FATF, Kripto Varlıklar ve Sınır Ötesi Ödemelere İlişkin Standartlarını Güncelledi
June 24, 2025
FATF Revises Its Standards Regarding Virtual Assets and Cross-Border Payments
On 18 June 2025, the Financial Action Task Force (“FATF”), the global money laundering and terrorist financing watchdog and intergovernmental body that sets international standards aimed at preventing illicit activities and the harm they cause to society, published updates to Recommendation 16, also known as the “Travel Rule”, setting requirements for information accompanying cross-border payments and virtual asset transfers. The revisions aim to improve transparency, reduce fraud and error, and ensure consistency in international payment messaging.
Key Highlights
- Defined Responsibilities in the Payment Chain
The revised rule clarifies which party is responsible for including and preserving information throughout the payment chain. The chain now begins with the first financial institution that receives the customer’s instruction. - Standardized Data for Transfers Above USD/EUR 1,000
For person-to-person transfers exceeding USD/EUR 1,000, payment messages must include the name, address, and date of birth of both the sender and the recipient. This standardization is intended to improve efficiency and make suspicious transactions easier to detect. - Use of Anti-Fraud Technologies
Financial institutions will be required to implement tools that verify recipient information, helping to prevent fraud and errors. These technologies are already in use in some jurisdictions and will now be encouraged more broadly. - Clarification on Card Transactions
Transactions via credit, debit, or prepaid cards for the purchase of goods or services remain outside the scope of Recommendation 16. - These changes support broader efforts to modernize anti-money laundering (AML) frameworks and align with the G20 objectives of making cross-border payments faster, cheaper, and more transparent.
- The updated standards will become effective by the end of 2030. FATF will issue further guidance and continue working with stakeholders to support implementation.

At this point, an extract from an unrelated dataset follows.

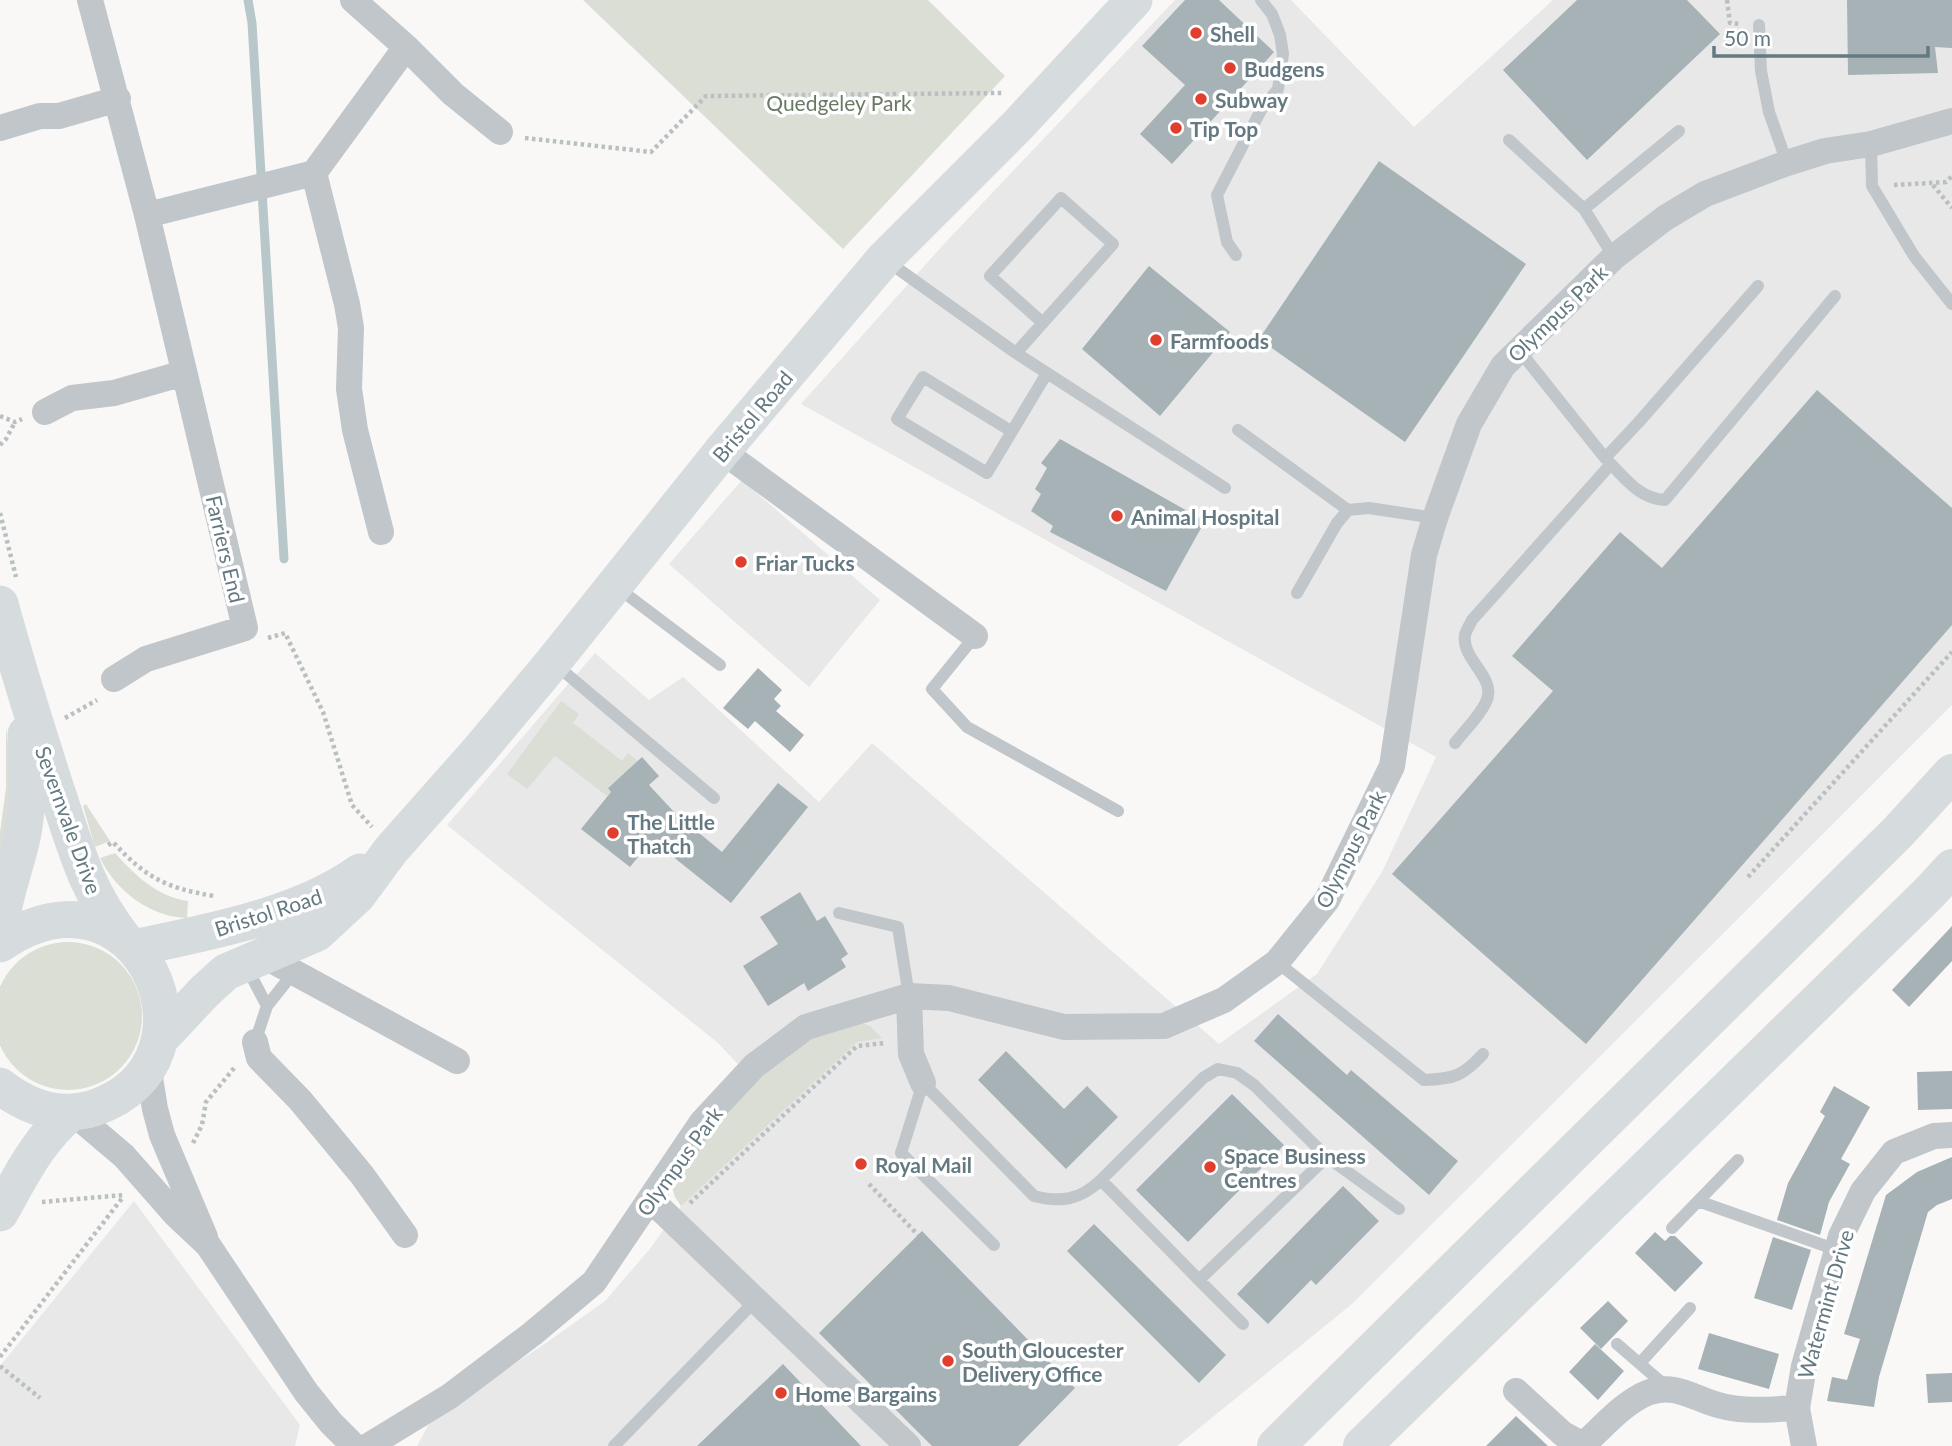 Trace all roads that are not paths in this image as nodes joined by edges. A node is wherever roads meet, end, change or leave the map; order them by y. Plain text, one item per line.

On a final note, lthough the FATF recommendations are not binding, MASAK (Financial Crimes Investigation Board) is obliged to follow the relevant changes; indeed, as is known, it is placed on the grey list if it fails to meet the recommendatory requirements set by FATF. The grey list, i.e., jurisdictions under increased monitoring, signifies financial insecurity and is thus considered risky for foreign investors. Therefore, how and when these relevant changes will find application within MASAK’s framework should be carefully monitored.